Kannste mal den Waterfox-Portable testen  !
http://www.computerbild.de/download/Waterfox-Portable-64-Bit-Firefox-11816212.html


Dann die neuste JAVA in 32 und 64 Bit installieren.
https://java.com/de/download/manual.jsp


----------



## gravieren (24 Dezember 2017)

goifalracer schrieb:


> Browser ist firefox.
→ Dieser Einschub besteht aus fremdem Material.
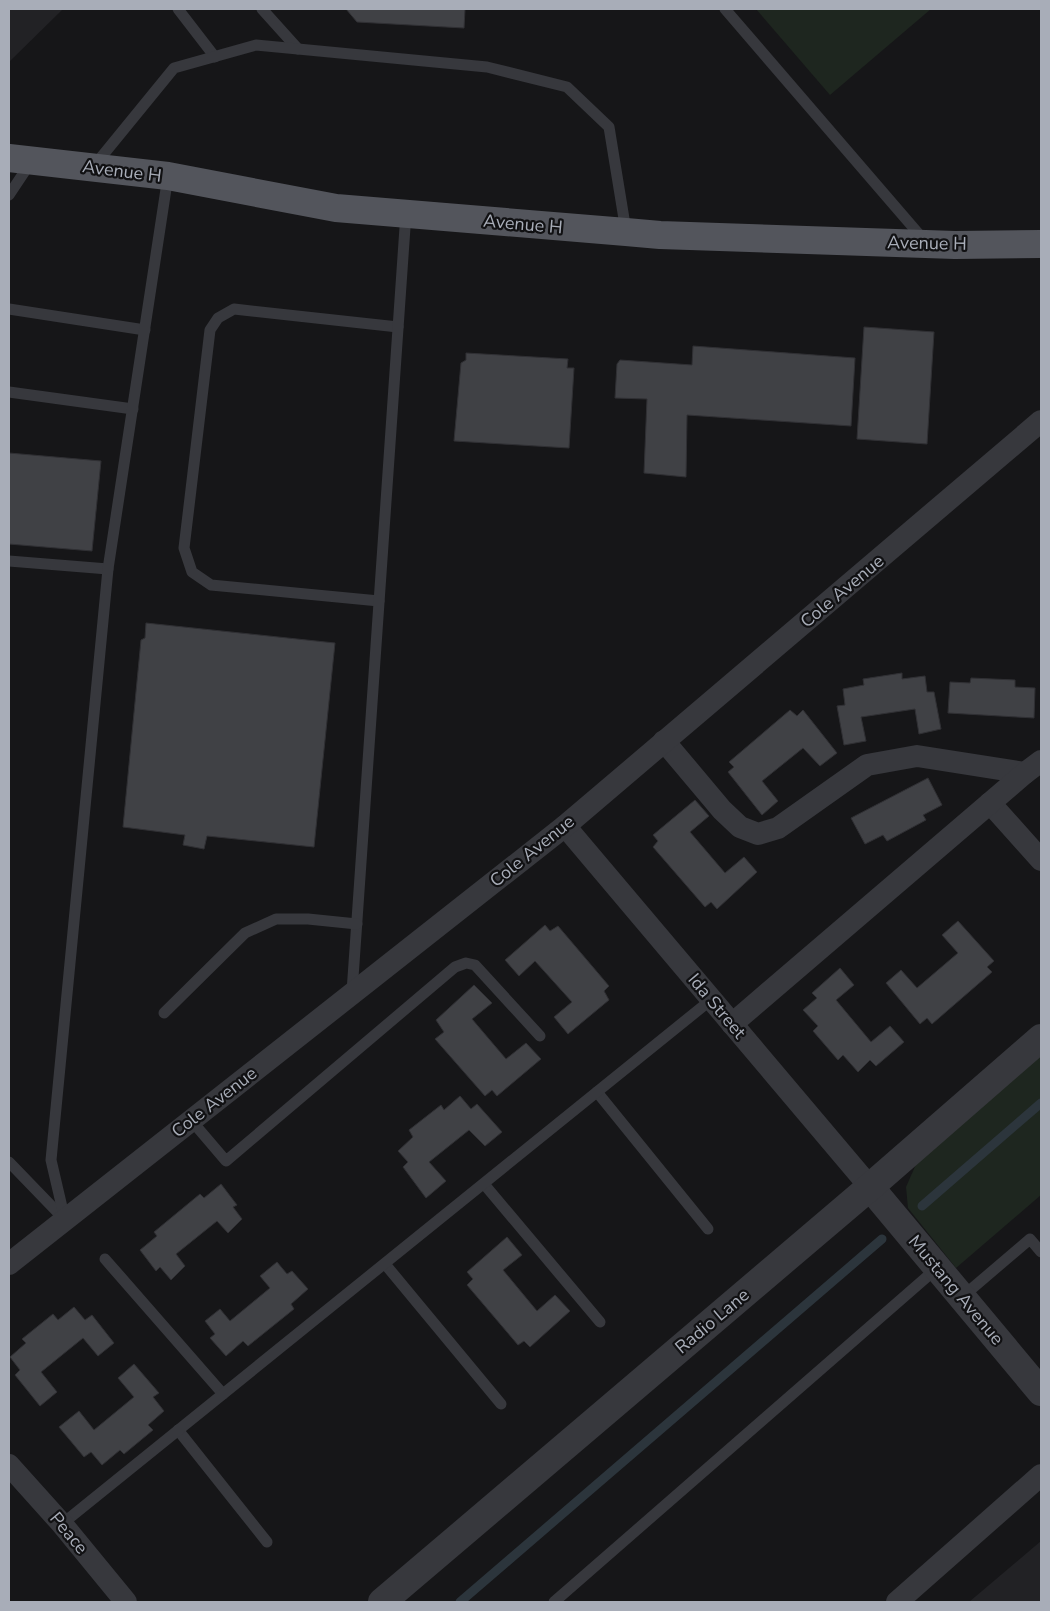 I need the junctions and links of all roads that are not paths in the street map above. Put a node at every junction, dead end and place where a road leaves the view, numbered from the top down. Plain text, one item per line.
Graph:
1 (178, 9) edge
2 (262, 9) edge
3 (725, 9) edge
4 (298, 49) junction
5 (215, 57) junction
6 (20, 159) edge
7 (93, 168) junction
8 (168, 176) junction
9 (9, 195) edge
10 (406, 214) junction
11 (626, 232) junction
12 (927, 244) junction
13 (1041, 244) edge
14 (9, 310) edge
15 (398, 327) junction
16 (145, 330) junction
17 (9, 392) edge
18 (133, 409) junction
19 (1041, 421) edge
20 (9, 561) edge
21 (108, 569) junction
22 (379, 601) junction
23 (664, 742) junction
24 (1033, 767) edge
25 (990, 803) junction
26 (565, 826) junction
27 (1041, 860) edge
28 (357, 924) junction
29 (352, 994) junction
30 (712, 999) junction
31 (164, 1013) dead end
32 (732, 1024) junction
33 (540, 1036) dead end
34 (1041, 1038) edge
35 (597, 1092) junction
36 (191, 1120) junction
37 (9, 1162) edge
38 (484, 1184) junction
39 (870, 1187) junction
40 (65, 1220) junction
41 (708, 1229) dead end
42 (1041, 1252) edge
43 (105, 1259) dead end
44 (9, 1264) edge
45 (384, 1264) junction
46 (938, 1268) junction
47 (962, 1297) junction
48 (600, 1322) dead end
49 (1034, 1379) edge
50 (223, 1394) junction
51 (502, 1404) dead end
52 (178, 1430) junction
53 (9, 1465) edge
54 (1041, 1475) edge
55 (62, 1524) junction
56 (267, 1542) dead end
57 (126, 1602) edge
58 (382, 1602) edge
59 (554, 1602) edge
60 (897, 1602) edge

1 - 5 lane
2 - 4 lane
3 - 12 lane
4 - 5 lane
4 - 11 lane
5 - 7 lane
6 - 7 main road, Avenue H
6 - 9 lane
7 - 8 main road, Avenue H
8 - 10 main road, Avenue H
8 - 16 lane
10 - 11 main road, Avenue H
10 - 15 lane
11 - 12 main road, Avenue H
12 - 13 main road, Avenue H
14 - 16 lane
15 - 22 lane
15 - 22 lane
16 - 18 lane
17 - 18 lane
18 - 21 lane
19 - 23 street, Cole Avenue
20 - 21 lane
21 - 40 lane
22 - 28 lane
23 - 24 street
23 - 26 street, Cole Avenue
24 - 25 street
25 - 27 street
25 - 32 street
26 - 29 street, Cole Avenue
26 - 30 street, Ida Street
28 - 29 lane
28 - 31 lane
29 - 36 street, Cole Avenue
30 - 32 street, Ida Street
30 - 35 lane
32 - 39 street, Ida Street
33 - 36 lane
34 - 39 street, Radio Lane
35 - 38 lane
35 - 41 lane
36 - 40 street, Cole Avenue
37 - 40 lane
38 - 45 lane
38 - 48 lane
39 - 46 street, Mustang Avenue
39 - 58 street, Radio Lane
40 - 44 street, Cole Avenue
42 - 47 lane
43 - 50 lane
45 - 50 lane
45 - 51 lane
46 - 47 street, Mustang Avenue
46 - 59 lane
47 - 49 street, Mustang Avenue
50 - 52 lane
52 - 55 lane
52 - 56 lane
53 - 55 street, Peace
54 - 60 street
55 - 57 street, Peace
Version 57.0.2
> Wago Visu App ist upgedatet
> Codesys 2.3.9.49
> 
> ...



FireFox --> Teste doch mal den Waterfox-Portable 
Java --> Installiere mal  JAVA    8u151  in 32 und 64 Bit
Firmware 10  --> denke ist der aktuelle
Codesys 2.3.9.49 --> denke, aktuell von WAGO  sollte die 2.3.9.53 sein.

Targets angepasst auf  8202    ?


----------



## Passion4Automation (24 Dezember 2017)

Danke.
Das mit dem Waterfox kenne ich gar nicht.
Die 53er Version könnte der Grund des Fehlers sein.

Nach dem Zertifikat wird jetzt auch nicht mehr gefragt, weil ich HTTP noch aktivieren musste, jetzt ist aber wirlich alles wie im Handbuch beschrieben, ausser die 53er Version ist noch nicht installiert.


----------



## gravieren (24 Dezember 2017)

Welche Dateien hast du auf deinem Controller  ?

Beoi mir sicht es so aus  !


----------



## Mavorkit (24 Dezember 2017)

Hi,

Ich hab was bei dem 8202 gelesen. Für die Anzeige der Webvisu muss im WBM unter Ports and Services PLC Runtime Services aktiviert sein.
Ist das gemacht?

Gruß

Mavorkit

Gesendet von meinem SM-G389F mit Tapatalk


----------



## gravieren (24 Dezember 2017)

So sieht das bei mir aus  :


----------



## Mavorkit (25 Dezember 2017)

Hi,

Ok die Webvisu ist aktiviert. Die übertragenen Visu Seiten findest du in dem Verzeichnis, welches du hier gepostet hast (PLC_VKISU_XML.zip).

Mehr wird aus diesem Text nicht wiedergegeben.